Екатерина II сказала как-то: «Не родился ещё тот портной, который сумел бы скроить кафтан для России». Казалось, что такой портной появился и стал кроить для великой многоязычной и пёстрой России тесный мундир единого для всех прусского образца, безоглядно и бесстрашно бросая вызов и народу, ещё помнившему победы при Гросс-Егерсдорфе и Кунерсдорфе и взятие Берлина, и армии, воспитанной на суворовском неприятии пруссачества, и гвардии, не желавшей уподобляться презираемым ею гатчинцам.

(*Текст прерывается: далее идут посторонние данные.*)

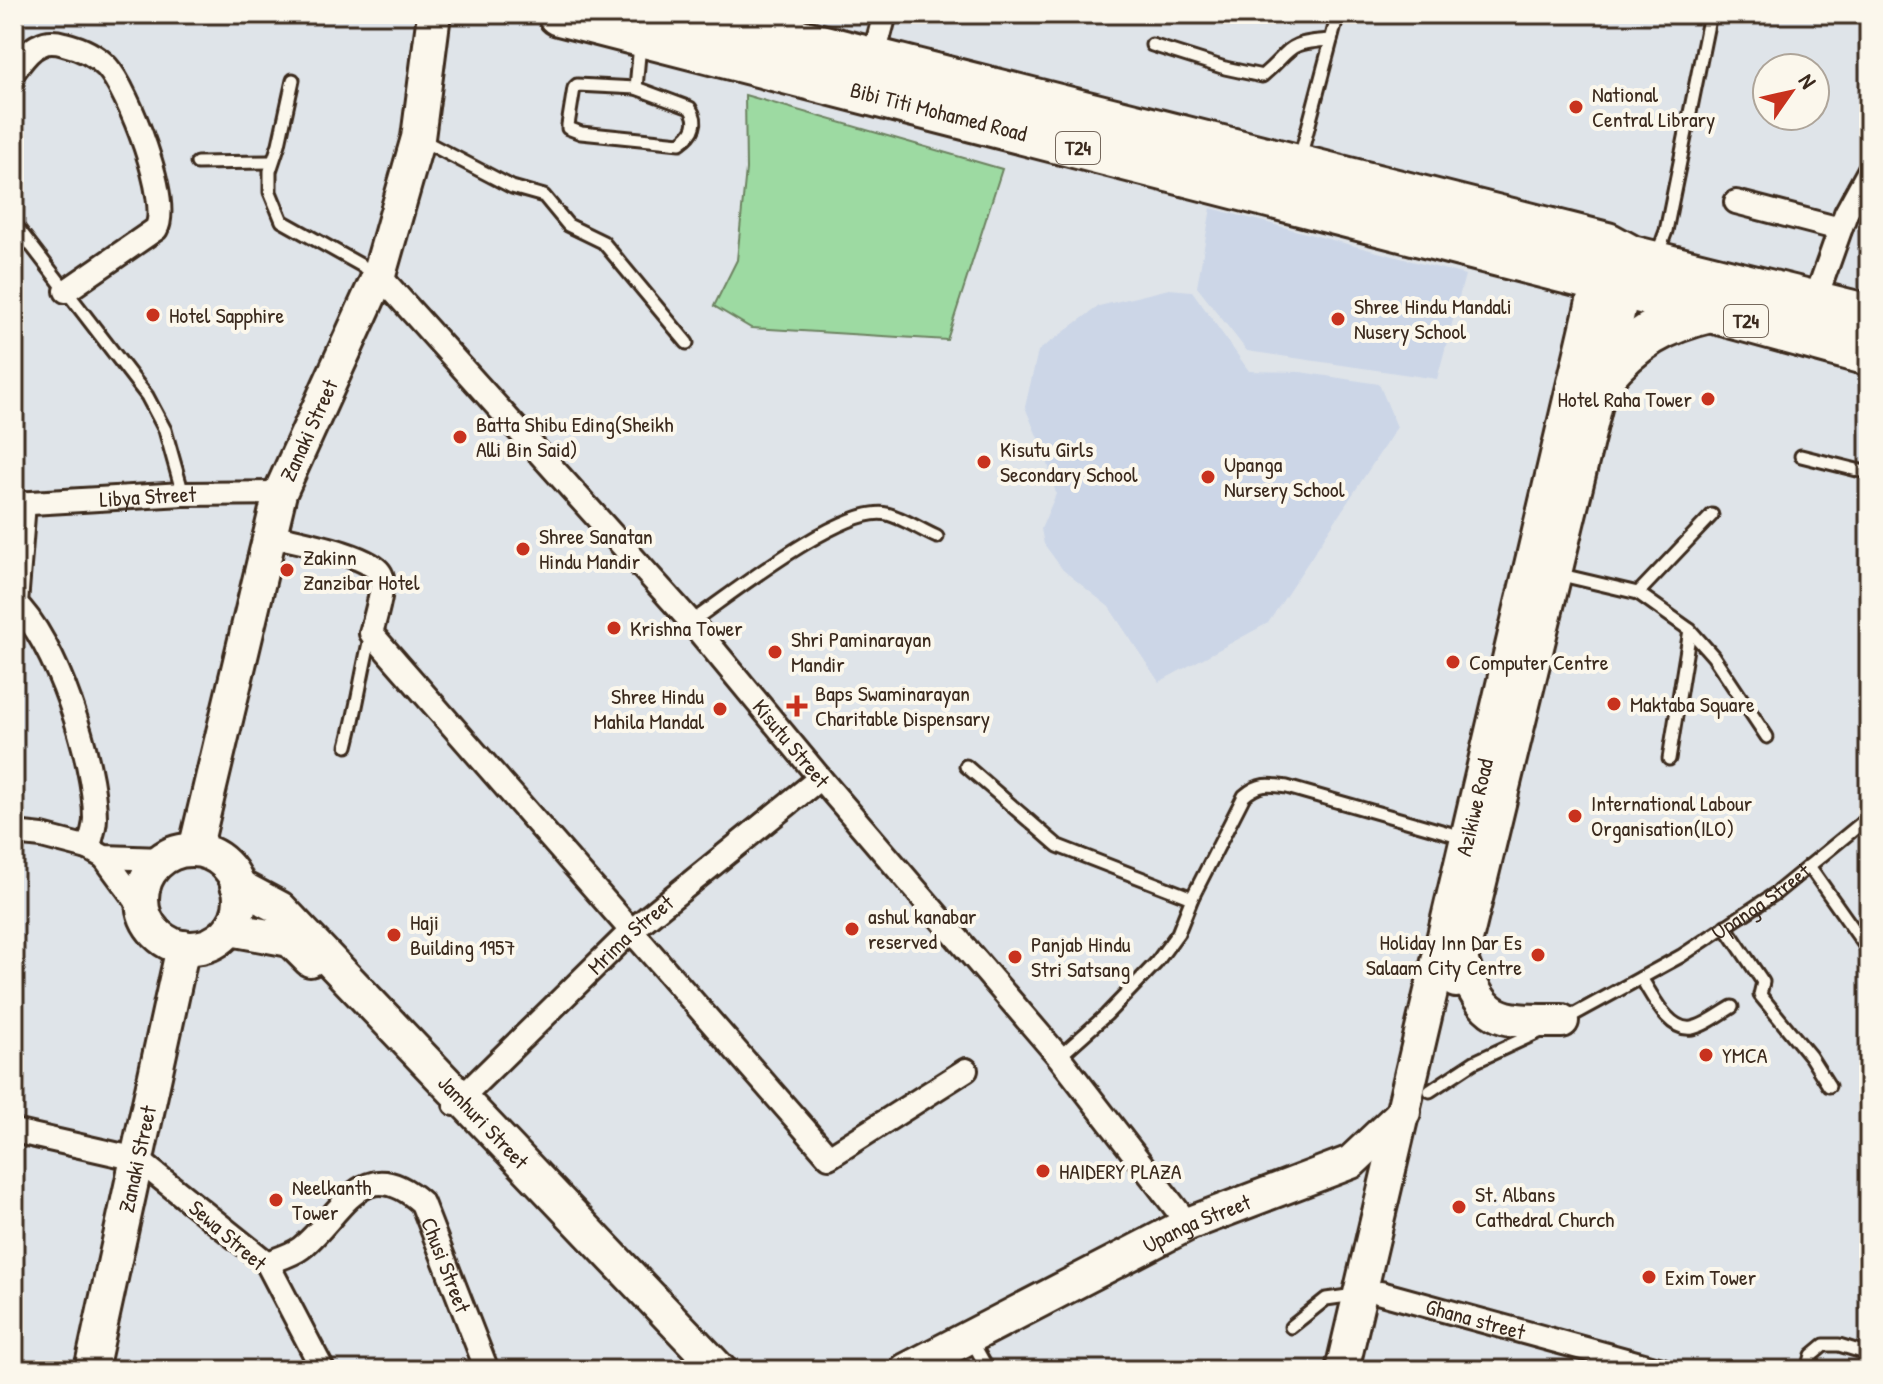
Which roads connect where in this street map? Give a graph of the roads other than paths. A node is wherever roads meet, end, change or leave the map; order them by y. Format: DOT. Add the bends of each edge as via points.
graph roads {
  1 [pos="434,14"];
  2 [pos="559,14"];
  3 [pos="693,14"];
  4 [pos="885,14"];
  5 [pos="1338,14"];
  6 [pos="1710,14"];
  7 [pos="641,35"];
  8 [pos="1331,40"];
  9 [pos="1152,45"];
  10 [pos="873,59"];
  11 [pos="14,71"];
  12 [pos="293,80"];
  13 [pos="636,88"];
  14 [pos="418,138"];
  15 [pos="272,162"];
  16 [pos="197,163"];
  17 [pos="1300,167"];
  18 [pos="1869,171"];
  19 [pos="1736,202"];
  20 [pos="14,223"];
  21 [pos="1840,229"];
  22 [pos="1623,267"];
  23 [pos="379,275"];
  24 [pos="66,291"];
  25 [pos="1814,303"];
  26 [pos="1710,311"];
  27 [pos="1869,316"];
  28 [pos="687,343"];
  29 [pos="1869,354"];
  30 [pos="1603,376"];
  31 [pos="1801,456"];
  32 [pos="1869,473"];
  33 [pos="280,493"];
  34 [pos="183,494"];
  35 [pos="19,503"];
  36 [pos="1712,515"];
  37 [pos="270,535"];
  38 [pos="937,537"];
  39 [pos="1555,574"];
  40 [pos="1638,593"];
  41 [pos="15,602"];
  42 [pos="691,622"];
  43 [pos="1690,630"];
  44 [pos="371,633"];
  45 [pos="1767,737"];
  46 [pos="347,746"];
  47 [pos="1669,759"];
  48 [pos="966,766"];
  49 [pos="820,778"];
  50 [pos="1869,817"];
  51 [pos="14,833"];
  52 [pos="1466,838"];
  53 [pos="195,850"];
  54 [pos="96,853"];
  55 [pos="162,859"];
  56 [pos="1809,866"];
  57 [pos="237,885"];
  58 [pos="1192,898"];
  59 [pos="143,910"];
  60 [pos="1725,926"];
  61 [pos="230,929"];
  62 [pos="631,931"];
  63 [pos="183,947"];
  64 [pos="1869,951"];
  65 [pos="1461,960"];
  66 [pos="1641,978"];
  67 [pos="1732,1007"];
  68 [pos="1562,1021"];
  69 [pos="1059,1057"];
  70 [pos="966,1070"];
  71 [pos="1829,1086"];
  72 [pos="458,1100"];
  73 [pos="1420,1100"];
  74 [pos="14,1131"];
  75 [pos="137,1159"];
  76 [pos="1351,1162"];
  77 [pos="1381,1204"];
  78 [pos="1188,1224"];
  79 [pos="267,1263"];
  80 [pos="1370,1294"];
  81 [pos="1291,1327"];
  82 [pos="970,1337"];
  83 [pos="1869,1354"];
  84 [pos="91,1370"];
  85 [pos="323,1370"];
  86 [pos="487,1370"];
  87 [pos="702,1370"];
  88 [pos="720,1370"];
  89 [pos="906,1370"];
  90 [pos="988,1370"];
  91 [pos="1342,1370"];
  92 [pos="1362,1370"];
  93 [pos="1662,1370"];
  94 [pos="1808,1370"];
  1 -- 14 [label="street, Zanaki Street"];
  2 -- 7 [label="highway, Bibi Titi Mohamed Road / T24"];
  3 -- 10 [label="highway, Bibi Titi Mohamed Road / T24"];
  4 -- 10 [label="street"];
  5 -- 8 [label="lane"];
  6 -- 22 [label="lane" via="1666,231"];
  7 -- 13 [label="lane"];
  7 -- 22 [label="highway, Bibi Titi Mohamed Road / T24"];
  8 -- 9 [label="lane" via="1299,42 1262,76"];
  8 -- 17 [label="lane"];
  10 -- 17 [label="highway, Bibi Titi Mohamed Road / T24"];
  11 -- 24 [label="street" via="45,43 93,55 119,82 149,158 160,218 156,229"];
  12 -- 15 [label="lane"];
  13 -- 13 [label="lane" via="690,108 695,126 691,135 680,143 665,143 568,128 575,86"];
  14 -- 23 [label="street, Zanaki Street"];
  14 -- 28 [label="lane" via="512,187 544,196 568,225 603,242"];
  15 -- 16 [label="lane"];
  15 -- 23 [label="lane" via="270,192 282,221"];
  17 -- 22 [label="highway, Bibi Titi Mohamed Road / T24"];
  18 -- 21 [label="street"];
  19 -- 21 [label="street"];
  20 -- 24 [label="lane"];
  21 -- 25 [label="street"];
  22 -- 25 [label="highway, Bibi Titi Mohamed Road / T24"];
  22 -- 26 [label="highway, Bibi Titi Mohamed Road / T24"];
  22 -- 30 [label="street, Azikiwe Road"];
  22 -- 52 [label="street, Azikiwe Road"];
  23 -- 33 [label="street, Zanaki Street"];
  23 -- 42 [label="street, Kisutu Street"];
  24 -- 34 [label="lane" via="147,396 165,430"];
  25 -- 27 [label="highway, Bibi Titi Mohamed Road / T24"];
  26 -- 29 [label="highway, Bibi Titi Mohamed Road / T24"];
  26 -- 30 [label="highway" via="1652,332"];
  30 -- 39 [label="street, Azikiwe Road"];
  31 -- 32 [label="lane"];
  33 -- 34 [label="street, Libya Street"];
  33 -- 37 [label="street, Zanaki Street"];
  34 -- 35 [label="street, Libya Street"];
  35 -- 41 [label="street"];
  36 -- 40 [label="lane"];
  37 -- 44 [label="street" via="376,565 382,578"];
  37 -- 53 [label="street, Zanaki Street"];
  38 -- 42 [label="lane" via="887,514 867,513 820,533"];
  39 -- 40 [label="lane"];
  39 -- 65 [label="street, Azikiwe Road"];
  40 -- 43 [label="lane"];
  41 -- 54 [label="street" via="36,627 79,731 94,800"];
  42 -- 49 [label="street, Kisutu Street"];
  43 -- 45 [label="lane"];
  43 -- 47 [label="lane"];
  44 -- 46 [label="lane"];
  44 -- 62 [label="street"];
  48 -- 58 [label="lane" via="1058,846"];
  49 -- 62 [label="street, Mrima Street"];
  49 -- 69 [label="street, Kisutu Street"];
  50 -- 56 [label="lane, Upanga Street"];
  51 -- 54 [label="street"];
  52 -- 58 [label="lane" via="1287,787 1256,785 1244,796"];
  52 -- 73 [label="street, Azikiwe Road"];
  53 -- 55 [label="street"];
  53 -- 57 [label="street" via="221,861"];
  54 -- 55 [label="street"];
  54 -- 59 [label="street"];
  55 -- 59 [label="street" via="145,882"];
  56 -- 60 [label="lane, Upanga Street"];
  56 -- 64 [label="lane"];
  57 -- 61 [label="street" via="238,908"];
  57 -- 72 [label="street, Jamhuri Street" via="280,908"];
  58 -- 69 [label="lane" via="1178,933 1156,963"];
  59 -- 63 [label="street" via="157,935"];
  60 -- 66 [label="lane, Upanga Street"];
  60 -- 71 [label="lane" via="1763,982 1760,995"];
  61 -- 63 [label="street" via="205,946"];
  61 -- 72 [label="street, Jamhuri Street" via="290,940"];
  62 -- 70 [label="street" via="829,1157"];
  62 -- 72 [label="street, Mrima Street"];
  63 -- 75 [label="street, Zanaki Street"];
  65 -- 68 [label="street" via="1476,995 1494,1014 1515,1021"];
  65 -- 73 [label="street, Azikiwe Road"];
  66 -- 67 [label="lane" via="1678,1026 1692,1028"];
  66 -- 68 [label="lane, Upanga Street"];
  68 -- 73 [label="lane, Upanga Street" via="1474,1062"];
  69 -- 78 [label="street, Kisutu Street"];
  72 -- 87 [label="street, Jamhuri Street"];
  72 -- 88 [label="street, Jamhuri Street"];
  73 -- 76 [label="street, Upanga Street"];
  73 -- 77 [label="street, Azikiwe Road"];
  73 -- 80 [label="street, Azikiwe Road"];
  74 -- 75 [label="street"];
  75 -- 79 [label="street, Sewa Street"];
  75 -- 84 [label="street, Zanaki Street"];
  76 -- 77 [label="street" via="1360,1164 1370,1177"];
  76 -- 78 [label="street, Upanga Street"];
  77 -- 80 [label="street, Azikiwe Road"];
  78 -- 82 [label="street, Upanga Street"];
  79 -- 85 [label="street, Sewa Street"];
  79 -- 86 [label="street, Chusi Street" via="300,1250 357,1190 371,1184 411,1194 422,1203"];
  80 -- 81 [label="lane" via="1326,1299"];
  80 -- 91 [label="street, Azikiwe Road"];
  80 -- 92 [label="street, Azikiwe Road"];
  80 -- 93 [label="street, Ghana street"];
  82 -- 89 [label="street, Upanga Street"];
  82 -- 90 [label="lane"];
  83 -- 94 [label="lane" via="1824,1345 1812,1355"];
}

Вместе с тем совершеннейшей неожиданностью и неким нонсенсом было воспринято освобождение из неволи трёх важнейших и знаменитейших политических врагов Екатерины. «Бунтовщику хуже Пугачёва» — Александру Николаевичу Радищеву, томившемуся в Илимском остроге в Сибири, Павел разрешил возвратиться в имение его отца — село Немцово Калужской губернии. Гуманист-просветитель, книгоиздатель Николай Иванович Новиков, без суда заточенный в Шлиссельбург на 15 лет, также был освобождён Павлом. Но ещё больший резонанс вызвало освобождение из Петропавловской крепости национального героя польского народа Тадеуша Костюшко — генерала армии Джорджа Вашингтона, главнокомандующего польской повстанческой армией, разгромленной царскими войсками. Вместе с ним получили свободу 12 тысяч его пленных сотоварищей, разосланных Екатериной по медвежьим углам империи на поселение и в ссылку.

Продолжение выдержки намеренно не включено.